Chef Enrique Olvera has redefined Mexican cuisine, putting a fresh spin on traditional ingredients and recipes at his restaurant Pujol, a first stop for gastronomes in Mexico City. Crediting his 2014 New York debut Cosme for showing him that restaurants can be fun (he has since opened a second eatery in Manhattan), and with the award-winning Pujol nearing its two-decade mark, Olvera “wanted to get away from white tablecloths” and the formality of fine dining to instead “welcome diners in a space that was as natural as my cuisine and domestic in scale,” he says. He found an ideal location for the new restaurant—a private house turned upscale kitchen showroom—on a side street a few blocks away from the original location in the fashionable Polanco district, and turned to his friend and architect Javier Sanchez of local firm JSa Arquitectura to transform the building.
“The brief was to create a space that was informal and calm, encouraging people to linger and appreciate each dish as a work of art,” says Sanchez. “We wanted to achieve a sense of intimacy as though this were still a home, while opening up to the garden on every side.”
Sanchez collaborated with interior designer Micaela de Bernardi (she is also the mastermind behind Cosme) on converting the 4,800-square-foot home into a midcentury oasis, installing steel beams to support long spans and removing interior walls to create a cluster of spaces, each with distinctive character that flows into the others. An indoor-outdoor feel pervades, with the 80-seat restaurant (20 additional places are outside) featuring steel-framed windows and glass sliders that open onto an orchard, herb garden, and tree-shaded seating. The main dining room may have the best view in the house: the designers not only merged two rooms to create the long space, but also lowered the windows so seated diners can have a closer link with the outdoors.
“Our intention was for guests to experience an inviting space, surrounded by unique pieces, where not only the view is stimulated, but also touch—through surfaces such as parota wood, which was worked in a special way to give an extremely soft feel—and odors,” says de Bernardi, adding that materials were painstakingly selected for their rich texture and quality. “The magic Olvera manages interpreting Mexican flavors and ingredients is what we tried to translate into the design.”

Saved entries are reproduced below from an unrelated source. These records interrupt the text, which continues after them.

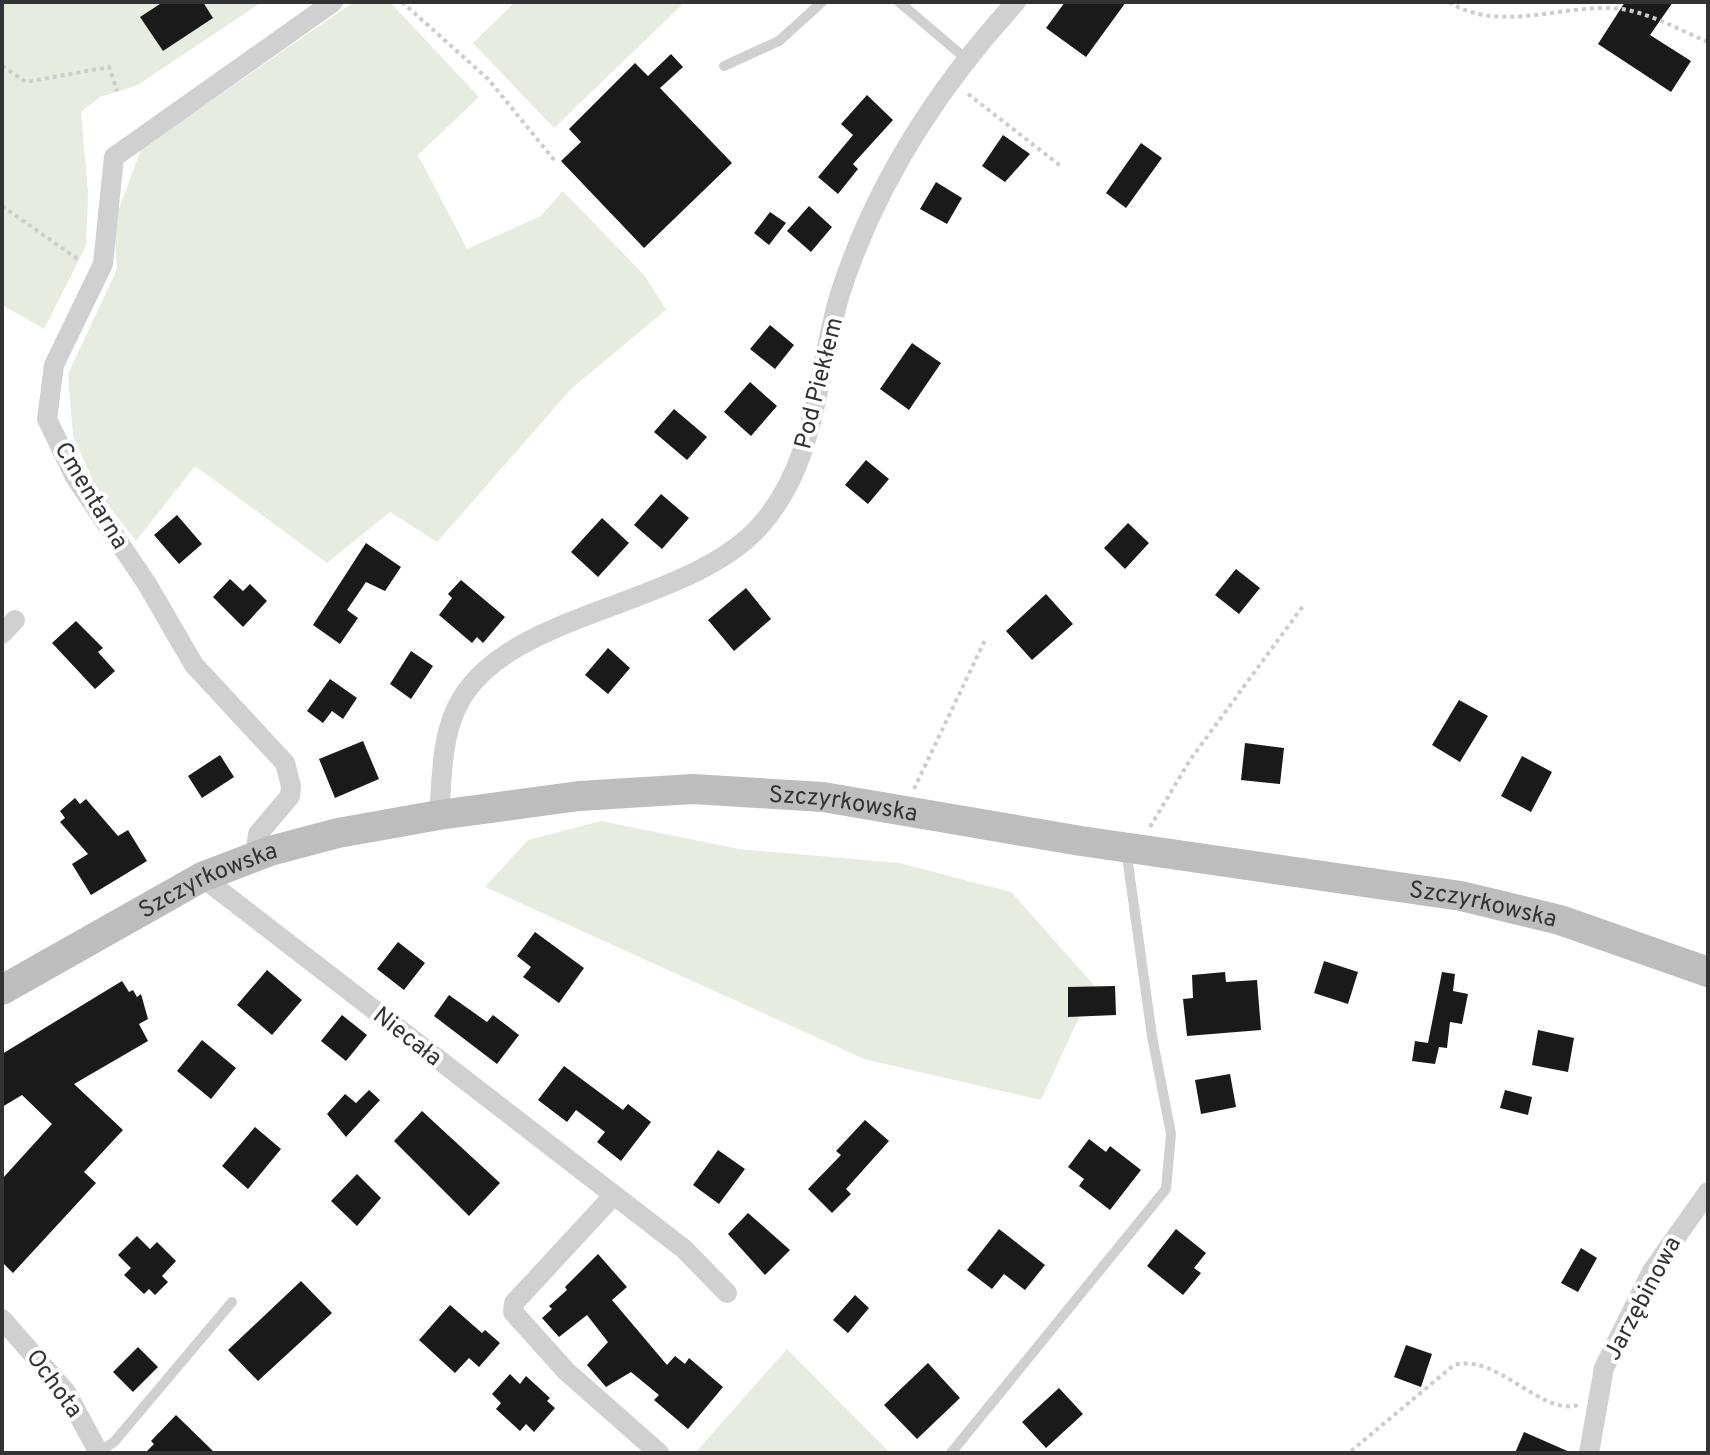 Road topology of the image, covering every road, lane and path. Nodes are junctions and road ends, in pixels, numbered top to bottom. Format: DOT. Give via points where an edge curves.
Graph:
graph roads {
  1 [pos="333,2"];
  2 [pos="402,2"];
  3 [pos="822,2"];
  4 [pos="899,2"];
  5 [pos="1016,2"];
  6 [pos="1449,2"];
  7 [pos="1708,42"];
  8 [pos="965,58"];
  9 [pos="2,66"];
  10 [pos="724,66"];
  11 [pos="950,80"];
  12 [pos="117,91"];
  13 [pos="555,161"];
  14 [pos="1062,167"];
  15 [pos="2,206"];
  16 [pos="79,260"];
  17 [pos="1303,606"];
  18 [pos="985,640"];
  19 [pos="905,810"];
  20 [pos="439,815"];
  21 [pos="1132,848"];
  22 [pos="255,856"];
  23 [pos="202,877"];
  24 [pos="1708,972"];
  25 [pos="2,990"];
  26 [pos="1708,1192"];
  27 [pos="614,1195"];
  28 [pos="727,1293"];
  29 [pos="232,1302"];
  30 [pos="2,1319"];
  31 [pos="1596,1406"];
  32 [pos="1351,1451"];
  33 [pos="99,1452"];
  34 [pos="659,1453"];
  35 [pos="951,1453"];
  36 [pos="1589,1453"];
  1 -- 22 [label="street, Cmentarna" via="114,157 103,264 54,365 47,419 75,477 194,665 285,763 290,796 258,834"];
  2 -- 13 [label="path" via="488,79"];
  3 -- 10 [label="lane" via="779,41"];
  4 -- 8 [label="lane"];
  5 -- 8 [label="street, Pod Piekłem"];
  6 -- 7 [label="path" via="1478,16 1507,18 1630,10"];
  8 -- 11 [label="street, Pod Piekłem"];
  9 -- 12 [label="path" via="26,82 109,67"];
  11 -- 14 [label="path"];
  11 -- 20 [label="street, Pod Piekłem" via="916,131 860,242 840,294 805,446 778,502 759,527 691,574 533,640 491,664 469,685 447,732"];
  15 -- 16 [label="path"];
  17 -- 21 [label="path"];
  18 -- 19 [label="path"];
  19 -- 20 [label="main road, Szczyrkowska" via="784,793 693,789 579,796"];
  19 -- 21 [label="main road, Szczyrkowska"];
  20 -- 22 [label="main road, Szczyrkowska" via="338,833"];
  21 -- 24 [label="main road, Szczyrkowska" via="1497,903"];
  21 -- 35 [label="lane" via="1152,1036 1171,1134 1166,1189"];
  22 -- 23 [label="main road, Szczyrkowska"];
  23 -- 25 [label="main road, Szczyrkowska"];
  23 -- 27 [label="street, Niecała"];
  26 -- 31 [label="street, Jarzębinowa" via="1652,1271 1604,1368"];
  27 -- 28 [label="street, Niecała" via="684,1249"];
  27 -- 34 [label="street" via="514,1303 513,1312 566,1371"];
  29 -- 33 [label="lane" via="114,1442"];
  30 -- 33 [label="street, Ochota" via="66,1392"];
  31 -- 32 [label="path" via="1556,1403 1466,1362 1454,1365"];
  31 -- 36 [label="street"];
} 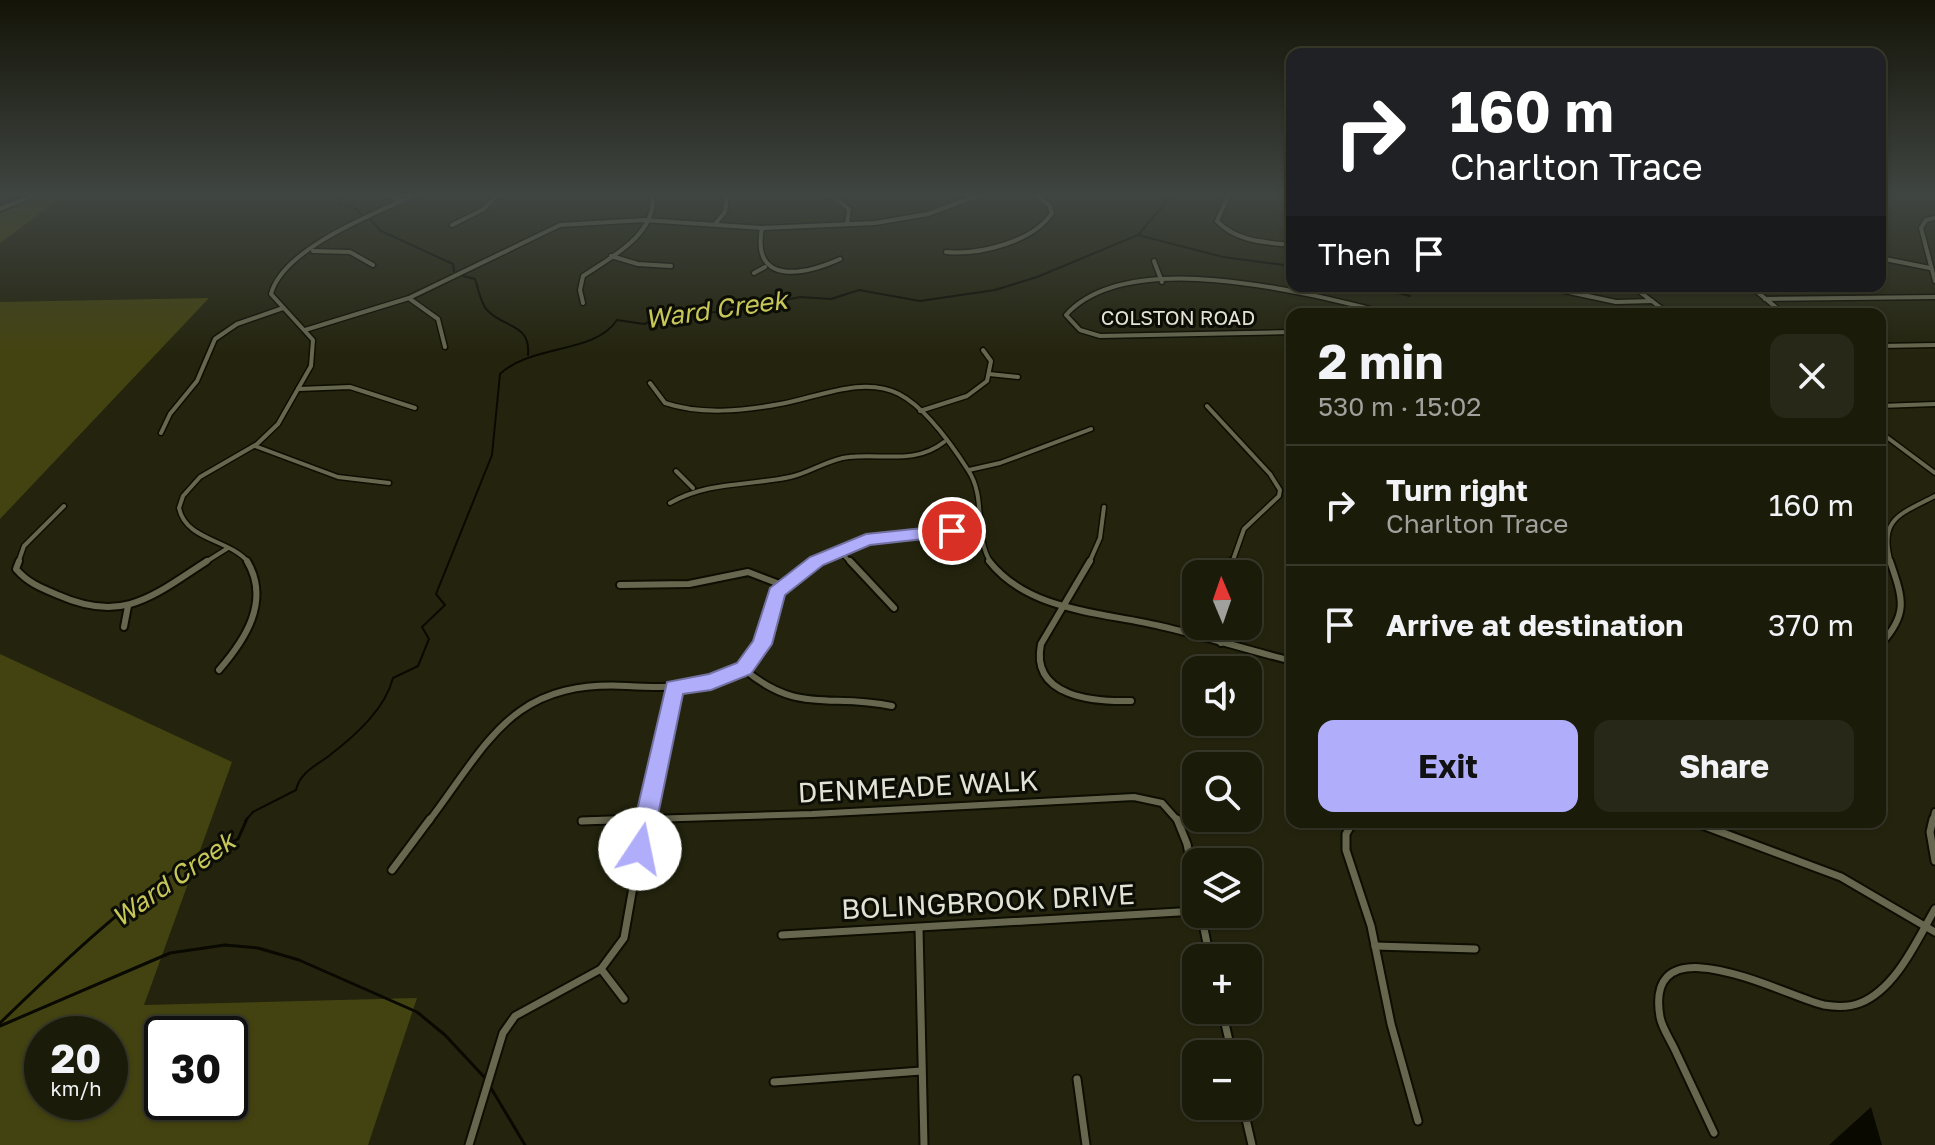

Guests first enter through a gate made of French oak and steel to enjoy drinks and appetizers in the pergola-filled garden before going inside. There, the ceiling and some of the walls are clad in ribs of parota wood that absorb sound, conceal overhead lights, and help achieve a domestic scale. Other walls are stucco (pale gray in the dining areas and black in the bathrooms), while the subtle pattern on both the terrazzo floors and the bartop resembles a silky textured stone. That Omakase bar is sunken, so standing servers have direct eye contact with guests sitting on the parota wood chairs. Beyond, a curtained-off private dining room seats 14 and is outfitted with vinyl records and a floor of end-grain wood blocks.
The central focus, however, is the indoor “patio” area, where a Japanese-inspired stone garden features a single rock on a bed of gravel and an olive tree that rises toward a newly created skylight. This, Sanchez says, not only provides light in the center of the restaurant but also a circulation vestibule.
Everything in the restaurant (except for the wine glasses and silverware) was handcrafted, made, or designed in Mexico. The wood and leather dining chairs, for instance, were inspired by ones made by Cuban-Mexican designer Clara Porset, which Mexican architect and designer Luis Barragán specified for his houses. Circular black glass sconces double as art pieces, while artworks curated by the local Arróniz gallery are strategically located throughout the warm and elegant space, providing texture, including a 3D one made from fragments of enameled rocking chairs and light fixtures by artist Omar Barquet. “Olvera carries simple ingredients to an elevated level,” explains Sanchez, “and we’ve tried to reflect that in our palette of materials.”